■ **WHAT YOU WILL DO**: From the listing below, copy only the lines running from the line that contains "c.textBaseline = 'middle';" to the line that contains "M818,309l11,20 -90,51 -11,-20z", both included.

■ **AVAILABLE RECORDS**:
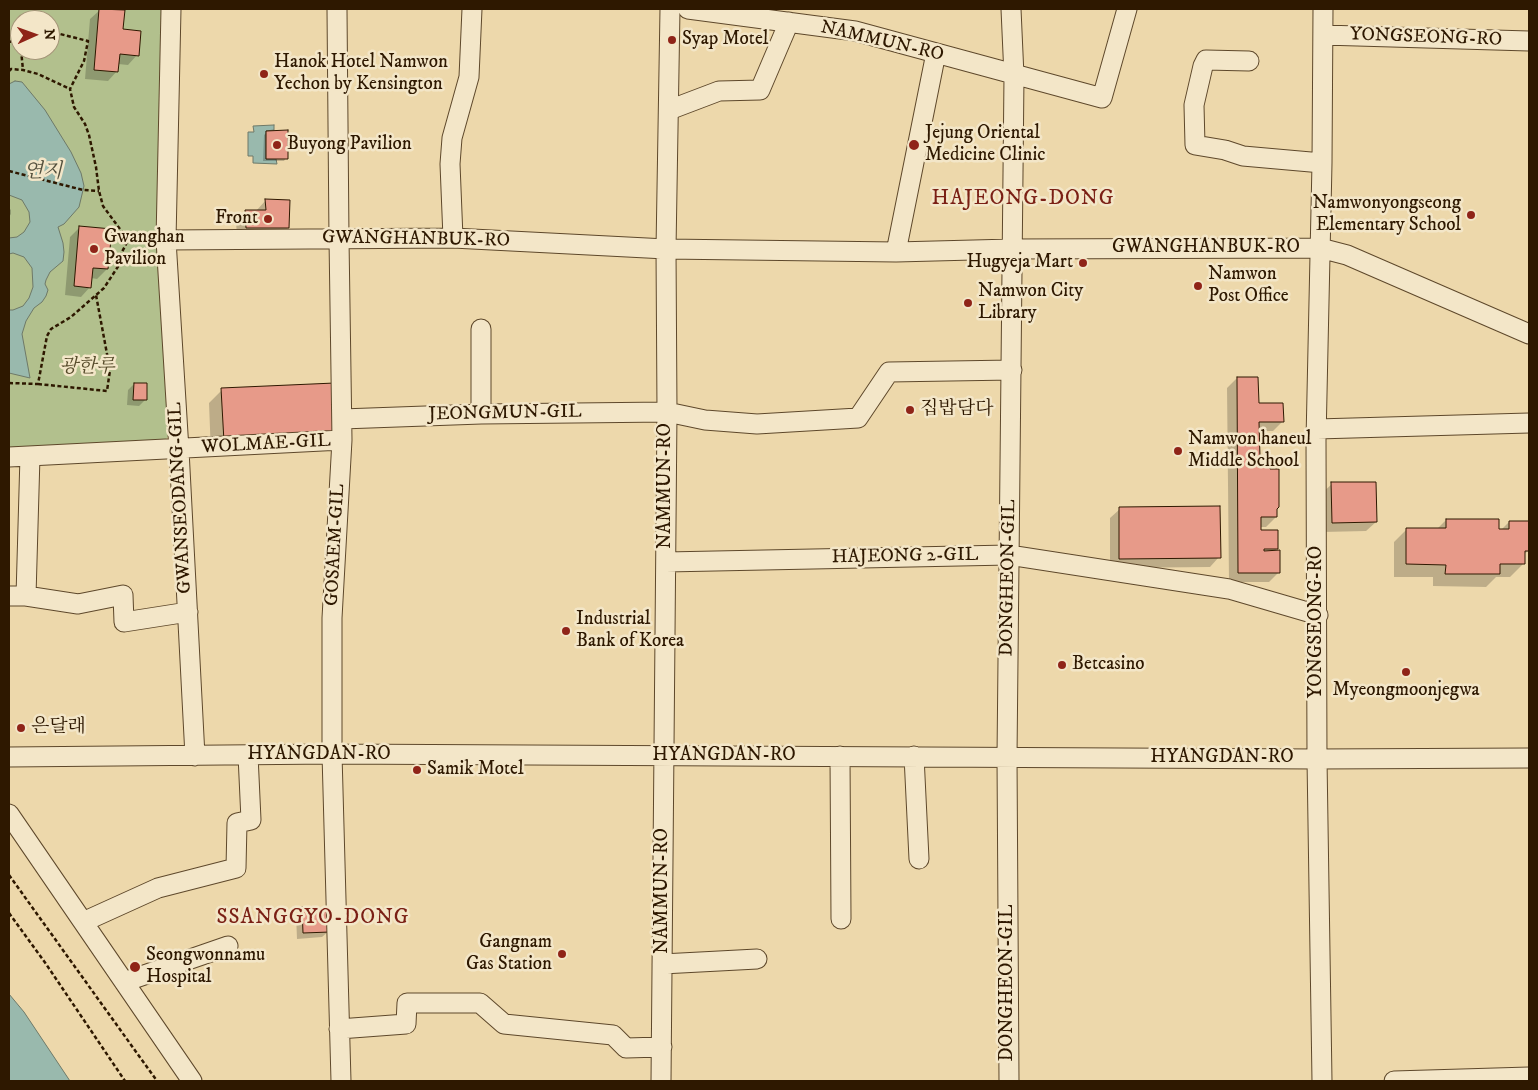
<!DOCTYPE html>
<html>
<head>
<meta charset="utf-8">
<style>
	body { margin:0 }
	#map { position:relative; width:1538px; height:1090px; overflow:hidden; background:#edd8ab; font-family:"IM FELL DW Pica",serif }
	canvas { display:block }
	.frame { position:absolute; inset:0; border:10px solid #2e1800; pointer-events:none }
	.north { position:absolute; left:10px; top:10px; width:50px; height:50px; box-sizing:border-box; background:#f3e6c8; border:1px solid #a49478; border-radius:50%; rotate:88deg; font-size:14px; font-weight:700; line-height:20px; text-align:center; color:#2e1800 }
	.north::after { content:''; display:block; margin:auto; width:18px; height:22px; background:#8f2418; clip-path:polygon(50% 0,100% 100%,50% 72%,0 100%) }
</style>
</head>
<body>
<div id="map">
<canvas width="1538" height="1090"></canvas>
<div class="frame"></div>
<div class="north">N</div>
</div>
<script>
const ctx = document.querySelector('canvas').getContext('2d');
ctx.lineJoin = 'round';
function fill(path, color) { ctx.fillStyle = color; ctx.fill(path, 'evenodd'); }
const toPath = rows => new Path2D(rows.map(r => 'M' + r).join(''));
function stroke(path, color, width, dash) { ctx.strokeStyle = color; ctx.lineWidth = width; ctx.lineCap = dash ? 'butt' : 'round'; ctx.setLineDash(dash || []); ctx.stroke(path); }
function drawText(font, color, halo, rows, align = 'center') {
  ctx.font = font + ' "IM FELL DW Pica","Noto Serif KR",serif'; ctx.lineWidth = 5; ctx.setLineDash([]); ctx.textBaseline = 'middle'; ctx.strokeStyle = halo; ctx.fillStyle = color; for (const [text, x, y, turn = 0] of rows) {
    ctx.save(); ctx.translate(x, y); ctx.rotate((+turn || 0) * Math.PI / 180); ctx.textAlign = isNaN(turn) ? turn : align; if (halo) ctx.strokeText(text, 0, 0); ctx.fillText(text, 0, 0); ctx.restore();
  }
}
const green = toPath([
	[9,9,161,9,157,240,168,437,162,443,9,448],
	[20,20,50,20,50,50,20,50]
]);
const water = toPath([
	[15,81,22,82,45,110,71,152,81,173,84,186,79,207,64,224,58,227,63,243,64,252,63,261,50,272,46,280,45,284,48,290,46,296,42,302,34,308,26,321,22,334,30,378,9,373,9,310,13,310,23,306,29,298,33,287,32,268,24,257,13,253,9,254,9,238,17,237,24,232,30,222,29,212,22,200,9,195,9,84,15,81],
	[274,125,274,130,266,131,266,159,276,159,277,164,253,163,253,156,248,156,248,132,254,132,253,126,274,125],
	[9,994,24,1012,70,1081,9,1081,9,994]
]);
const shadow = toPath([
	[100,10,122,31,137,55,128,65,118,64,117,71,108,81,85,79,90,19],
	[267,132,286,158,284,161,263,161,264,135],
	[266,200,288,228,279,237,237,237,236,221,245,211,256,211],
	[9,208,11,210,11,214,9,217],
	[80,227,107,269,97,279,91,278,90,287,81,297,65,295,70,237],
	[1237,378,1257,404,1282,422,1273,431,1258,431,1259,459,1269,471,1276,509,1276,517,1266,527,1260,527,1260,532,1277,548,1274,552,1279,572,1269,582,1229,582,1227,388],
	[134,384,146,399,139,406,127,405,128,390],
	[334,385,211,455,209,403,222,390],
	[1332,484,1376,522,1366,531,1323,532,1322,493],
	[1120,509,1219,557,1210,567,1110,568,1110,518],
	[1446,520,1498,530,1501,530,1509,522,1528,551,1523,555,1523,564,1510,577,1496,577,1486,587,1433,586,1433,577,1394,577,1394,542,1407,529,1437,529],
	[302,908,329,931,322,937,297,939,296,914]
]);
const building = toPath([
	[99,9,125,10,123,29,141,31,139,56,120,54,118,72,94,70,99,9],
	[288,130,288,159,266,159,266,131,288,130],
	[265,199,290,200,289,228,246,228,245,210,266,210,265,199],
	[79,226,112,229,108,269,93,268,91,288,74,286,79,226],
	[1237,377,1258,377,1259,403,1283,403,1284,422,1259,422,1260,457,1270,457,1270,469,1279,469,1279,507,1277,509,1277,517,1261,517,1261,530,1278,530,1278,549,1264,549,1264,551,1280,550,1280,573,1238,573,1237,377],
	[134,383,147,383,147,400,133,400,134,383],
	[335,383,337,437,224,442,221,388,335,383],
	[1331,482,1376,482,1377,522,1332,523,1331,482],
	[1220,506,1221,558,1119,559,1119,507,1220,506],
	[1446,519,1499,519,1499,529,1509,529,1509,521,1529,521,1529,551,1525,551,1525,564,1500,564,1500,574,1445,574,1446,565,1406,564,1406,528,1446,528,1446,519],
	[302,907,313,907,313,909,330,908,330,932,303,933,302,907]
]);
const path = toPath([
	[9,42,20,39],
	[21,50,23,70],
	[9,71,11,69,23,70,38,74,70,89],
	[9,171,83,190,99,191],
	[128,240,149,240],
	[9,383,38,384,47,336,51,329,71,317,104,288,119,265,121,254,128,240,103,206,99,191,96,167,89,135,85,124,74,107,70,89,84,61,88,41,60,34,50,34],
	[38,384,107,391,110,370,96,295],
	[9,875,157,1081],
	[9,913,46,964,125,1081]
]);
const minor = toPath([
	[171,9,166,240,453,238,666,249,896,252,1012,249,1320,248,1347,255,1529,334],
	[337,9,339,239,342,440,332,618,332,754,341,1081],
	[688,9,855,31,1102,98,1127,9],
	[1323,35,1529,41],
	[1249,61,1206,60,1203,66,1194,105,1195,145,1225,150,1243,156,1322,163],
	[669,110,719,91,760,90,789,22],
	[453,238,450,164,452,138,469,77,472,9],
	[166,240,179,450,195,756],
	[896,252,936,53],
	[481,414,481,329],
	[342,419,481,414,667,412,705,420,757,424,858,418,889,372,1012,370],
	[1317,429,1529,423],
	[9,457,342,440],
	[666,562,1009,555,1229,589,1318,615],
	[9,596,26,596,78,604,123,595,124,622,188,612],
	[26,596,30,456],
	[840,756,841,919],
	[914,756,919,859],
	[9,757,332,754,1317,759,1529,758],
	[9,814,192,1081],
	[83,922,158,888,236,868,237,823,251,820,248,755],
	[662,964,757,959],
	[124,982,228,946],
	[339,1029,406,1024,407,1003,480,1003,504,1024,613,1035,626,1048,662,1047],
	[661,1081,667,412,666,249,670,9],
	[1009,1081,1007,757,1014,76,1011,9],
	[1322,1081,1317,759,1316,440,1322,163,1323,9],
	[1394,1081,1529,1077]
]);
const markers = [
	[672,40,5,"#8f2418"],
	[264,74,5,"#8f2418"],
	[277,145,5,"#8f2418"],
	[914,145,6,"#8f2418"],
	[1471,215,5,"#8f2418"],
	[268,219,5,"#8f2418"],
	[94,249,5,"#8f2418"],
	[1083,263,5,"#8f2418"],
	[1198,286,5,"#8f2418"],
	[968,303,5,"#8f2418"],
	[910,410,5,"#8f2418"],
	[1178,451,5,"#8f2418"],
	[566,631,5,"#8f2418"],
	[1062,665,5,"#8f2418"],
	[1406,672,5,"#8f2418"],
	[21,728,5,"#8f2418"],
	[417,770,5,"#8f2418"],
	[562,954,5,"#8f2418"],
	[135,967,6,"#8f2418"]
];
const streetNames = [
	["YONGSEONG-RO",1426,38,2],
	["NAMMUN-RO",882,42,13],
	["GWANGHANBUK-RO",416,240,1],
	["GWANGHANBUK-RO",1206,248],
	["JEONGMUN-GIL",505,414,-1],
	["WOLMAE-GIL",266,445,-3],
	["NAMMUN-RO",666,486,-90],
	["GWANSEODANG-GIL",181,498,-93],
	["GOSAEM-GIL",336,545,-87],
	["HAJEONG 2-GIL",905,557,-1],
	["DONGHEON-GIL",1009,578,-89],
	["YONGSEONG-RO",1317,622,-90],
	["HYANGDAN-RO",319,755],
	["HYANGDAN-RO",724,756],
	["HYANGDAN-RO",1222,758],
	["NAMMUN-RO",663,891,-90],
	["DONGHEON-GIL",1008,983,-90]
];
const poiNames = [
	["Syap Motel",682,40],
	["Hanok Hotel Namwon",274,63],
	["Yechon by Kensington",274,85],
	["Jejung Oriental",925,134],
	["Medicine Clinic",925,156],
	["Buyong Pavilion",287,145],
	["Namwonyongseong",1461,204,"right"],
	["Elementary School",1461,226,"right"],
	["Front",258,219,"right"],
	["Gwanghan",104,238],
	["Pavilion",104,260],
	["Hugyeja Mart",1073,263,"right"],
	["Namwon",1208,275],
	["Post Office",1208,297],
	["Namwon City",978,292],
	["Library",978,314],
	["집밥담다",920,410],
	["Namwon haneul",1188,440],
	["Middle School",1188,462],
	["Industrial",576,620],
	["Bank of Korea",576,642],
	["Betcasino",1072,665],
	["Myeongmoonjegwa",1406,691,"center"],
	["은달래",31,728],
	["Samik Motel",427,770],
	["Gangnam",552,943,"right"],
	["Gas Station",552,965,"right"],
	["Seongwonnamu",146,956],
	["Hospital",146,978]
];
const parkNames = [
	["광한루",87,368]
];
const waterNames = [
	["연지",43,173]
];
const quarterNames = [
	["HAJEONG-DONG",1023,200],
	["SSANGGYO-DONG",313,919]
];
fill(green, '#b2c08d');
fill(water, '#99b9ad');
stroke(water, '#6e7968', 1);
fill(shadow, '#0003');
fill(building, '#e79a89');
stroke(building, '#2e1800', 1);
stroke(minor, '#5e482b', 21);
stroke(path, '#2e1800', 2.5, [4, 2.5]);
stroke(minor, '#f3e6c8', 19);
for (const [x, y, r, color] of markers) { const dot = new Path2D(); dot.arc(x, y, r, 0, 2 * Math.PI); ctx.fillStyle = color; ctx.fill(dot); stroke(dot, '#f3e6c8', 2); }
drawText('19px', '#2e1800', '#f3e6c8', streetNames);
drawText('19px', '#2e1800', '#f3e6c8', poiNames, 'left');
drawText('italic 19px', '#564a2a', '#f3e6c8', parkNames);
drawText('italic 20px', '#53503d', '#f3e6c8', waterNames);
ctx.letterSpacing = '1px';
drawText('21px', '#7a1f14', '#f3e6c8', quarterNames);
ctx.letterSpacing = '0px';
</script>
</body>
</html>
---
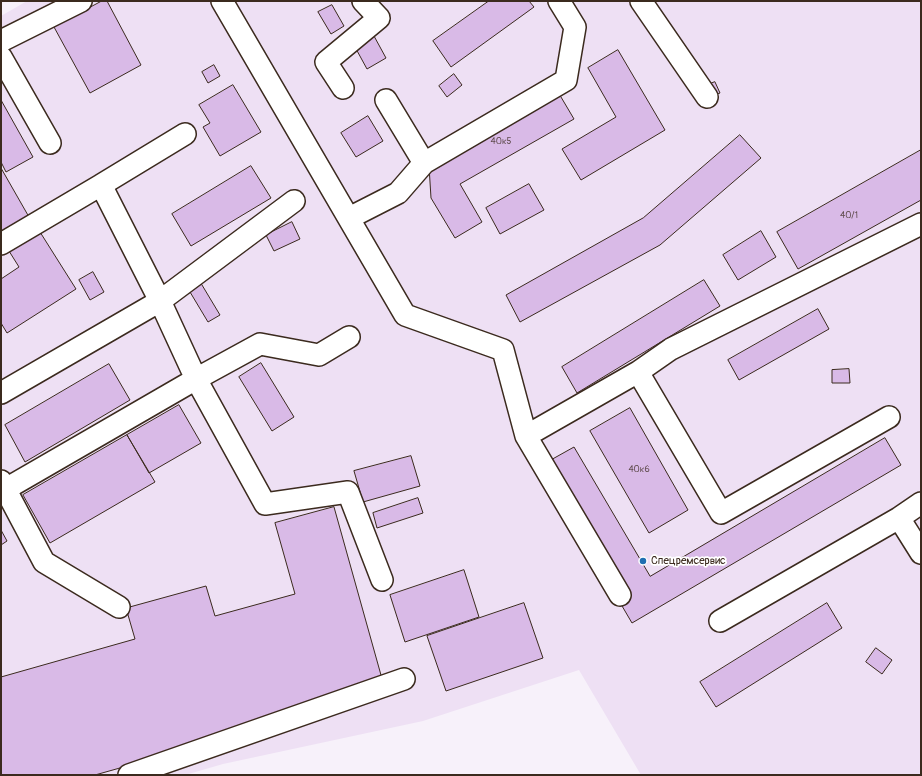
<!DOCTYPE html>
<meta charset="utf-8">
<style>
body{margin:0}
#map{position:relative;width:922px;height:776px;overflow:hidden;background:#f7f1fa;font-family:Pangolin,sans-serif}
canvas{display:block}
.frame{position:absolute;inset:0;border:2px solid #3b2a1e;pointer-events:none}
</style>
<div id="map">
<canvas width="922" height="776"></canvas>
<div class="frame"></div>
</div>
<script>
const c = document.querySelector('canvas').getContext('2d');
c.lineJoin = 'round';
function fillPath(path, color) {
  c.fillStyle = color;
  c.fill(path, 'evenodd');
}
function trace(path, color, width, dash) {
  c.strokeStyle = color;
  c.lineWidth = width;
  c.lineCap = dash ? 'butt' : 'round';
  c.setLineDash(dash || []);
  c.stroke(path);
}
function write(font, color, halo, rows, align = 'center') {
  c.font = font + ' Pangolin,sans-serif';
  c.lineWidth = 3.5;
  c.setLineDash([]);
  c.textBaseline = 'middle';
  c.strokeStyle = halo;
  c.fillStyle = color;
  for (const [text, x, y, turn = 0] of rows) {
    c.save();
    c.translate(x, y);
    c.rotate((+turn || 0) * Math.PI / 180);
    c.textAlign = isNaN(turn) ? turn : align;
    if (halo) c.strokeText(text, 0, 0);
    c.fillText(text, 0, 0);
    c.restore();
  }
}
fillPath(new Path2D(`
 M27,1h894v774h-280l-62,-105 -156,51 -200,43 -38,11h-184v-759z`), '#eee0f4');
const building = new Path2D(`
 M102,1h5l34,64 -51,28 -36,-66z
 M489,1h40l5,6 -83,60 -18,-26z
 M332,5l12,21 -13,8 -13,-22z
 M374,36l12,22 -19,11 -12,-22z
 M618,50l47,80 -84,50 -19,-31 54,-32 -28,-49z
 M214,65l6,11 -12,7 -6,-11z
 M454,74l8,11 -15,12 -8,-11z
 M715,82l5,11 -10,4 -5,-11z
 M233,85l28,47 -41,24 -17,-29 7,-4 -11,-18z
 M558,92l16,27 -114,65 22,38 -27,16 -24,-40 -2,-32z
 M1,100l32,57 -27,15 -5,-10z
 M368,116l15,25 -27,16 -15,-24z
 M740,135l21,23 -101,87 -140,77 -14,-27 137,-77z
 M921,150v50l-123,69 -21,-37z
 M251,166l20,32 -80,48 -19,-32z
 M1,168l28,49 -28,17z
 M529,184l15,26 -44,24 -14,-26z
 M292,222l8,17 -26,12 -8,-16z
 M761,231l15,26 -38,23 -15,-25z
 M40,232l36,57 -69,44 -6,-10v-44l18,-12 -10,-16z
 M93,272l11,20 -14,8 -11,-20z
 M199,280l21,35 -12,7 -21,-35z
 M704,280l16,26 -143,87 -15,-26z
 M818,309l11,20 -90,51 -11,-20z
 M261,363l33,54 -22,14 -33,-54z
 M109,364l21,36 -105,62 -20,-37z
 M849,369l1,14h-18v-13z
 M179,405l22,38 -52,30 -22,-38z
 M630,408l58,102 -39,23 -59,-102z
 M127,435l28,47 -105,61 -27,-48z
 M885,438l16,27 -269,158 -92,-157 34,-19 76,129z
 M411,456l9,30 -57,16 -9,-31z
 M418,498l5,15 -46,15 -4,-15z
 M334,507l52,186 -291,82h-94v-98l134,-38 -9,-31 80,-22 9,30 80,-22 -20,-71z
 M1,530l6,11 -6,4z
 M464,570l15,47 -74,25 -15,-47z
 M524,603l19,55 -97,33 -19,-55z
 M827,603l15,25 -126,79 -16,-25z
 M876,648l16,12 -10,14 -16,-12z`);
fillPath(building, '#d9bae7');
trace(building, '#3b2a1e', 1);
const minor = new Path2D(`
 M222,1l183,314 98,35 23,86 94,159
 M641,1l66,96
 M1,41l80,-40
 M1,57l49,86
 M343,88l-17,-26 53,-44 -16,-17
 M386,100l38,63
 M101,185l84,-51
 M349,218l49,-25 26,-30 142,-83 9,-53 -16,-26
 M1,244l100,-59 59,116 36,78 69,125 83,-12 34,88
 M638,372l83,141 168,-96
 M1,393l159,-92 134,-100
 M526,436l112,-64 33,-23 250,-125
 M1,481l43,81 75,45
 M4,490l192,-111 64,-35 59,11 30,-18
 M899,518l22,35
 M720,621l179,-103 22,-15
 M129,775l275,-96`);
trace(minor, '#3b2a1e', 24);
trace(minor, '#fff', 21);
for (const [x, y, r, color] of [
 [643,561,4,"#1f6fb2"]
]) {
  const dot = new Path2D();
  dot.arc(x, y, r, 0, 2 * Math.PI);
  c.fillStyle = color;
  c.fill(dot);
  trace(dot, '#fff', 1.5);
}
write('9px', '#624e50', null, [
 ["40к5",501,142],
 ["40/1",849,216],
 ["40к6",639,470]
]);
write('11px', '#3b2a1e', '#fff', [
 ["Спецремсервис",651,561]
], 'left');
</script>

■ **WRITTEN ANSWER**:
  c.textBaseline = 'middle';
  c.strokeStyle = halo;
  c.fillStyle = color;
  for (const [text, x, y, turn = 0] of rows) {
    c.save();
    c.translate(x, y);
    c.rotate((+turn || 0) * Math.PI / 180);
    c.textAlign = isNaN(turn) ? turn : align;
    if (halo) c.strokeText(text, 0, 0);
    c.fillText(text, 0, 0);
    c.restore();
  }
}
fillPath(new Path2D(`
 M27,1h894v774h-280l-62,-105 -156,51 -200,43 -38,11h-184v-759z`), '#eee0f4');
const building = new Path2D(`
 M102,1h5l34,64 -51,28 -36,-66z
 M489,1h40l5,6 -83,60 -18,-26z
 M332,5l12,21 -13,8 -13,-22z
 M374,36l12,22 -19,11 -12,-22z
 M618,50l47,80 -84,50 -19,-31 54,-32 -28,-49z
 M214,65l6,11 -12,7 -6,-11z
 M454,74l8,11 -15,12 -8,-11z
 M715,82l5,11 -10,4 -5,-11z
 M233,85l28,47 -41,24 -17,-29 7,-4 -11,-18z
 M558,92l16,27 -114,65 22,38 -27,16 -24,-40 -2,-32z
 M1,100l32,57 -27,15 -5,-10z
 M368,116l15,25 -27,16 -15,-24z
 M740,135l21,23 -101,87 -140,77 -14,-27 137,-77z
 M921,150v50l-123,69 -21,-37z
 M251,166l20,32 -80,48 -19,-32z
 M1,168l28,49 -28,17z
 M529,184l15,26 -44,24 -14,-26z
 M292,222l8,17 -26,12 -8,-16z
 M761,231l15,26 -38,23 -15,-25z
 M40,232l36,57 -69,44 -6,-10v-44l18,-12 -10,-16z
 M93,272l11,20 -14,8 -11,-20z
 M199,280l21,35 -12,7 -21,-35z
 M704,280l16,26 -143,87 -15,-26z
 M818,309l11,20 -90,51 -11,-20z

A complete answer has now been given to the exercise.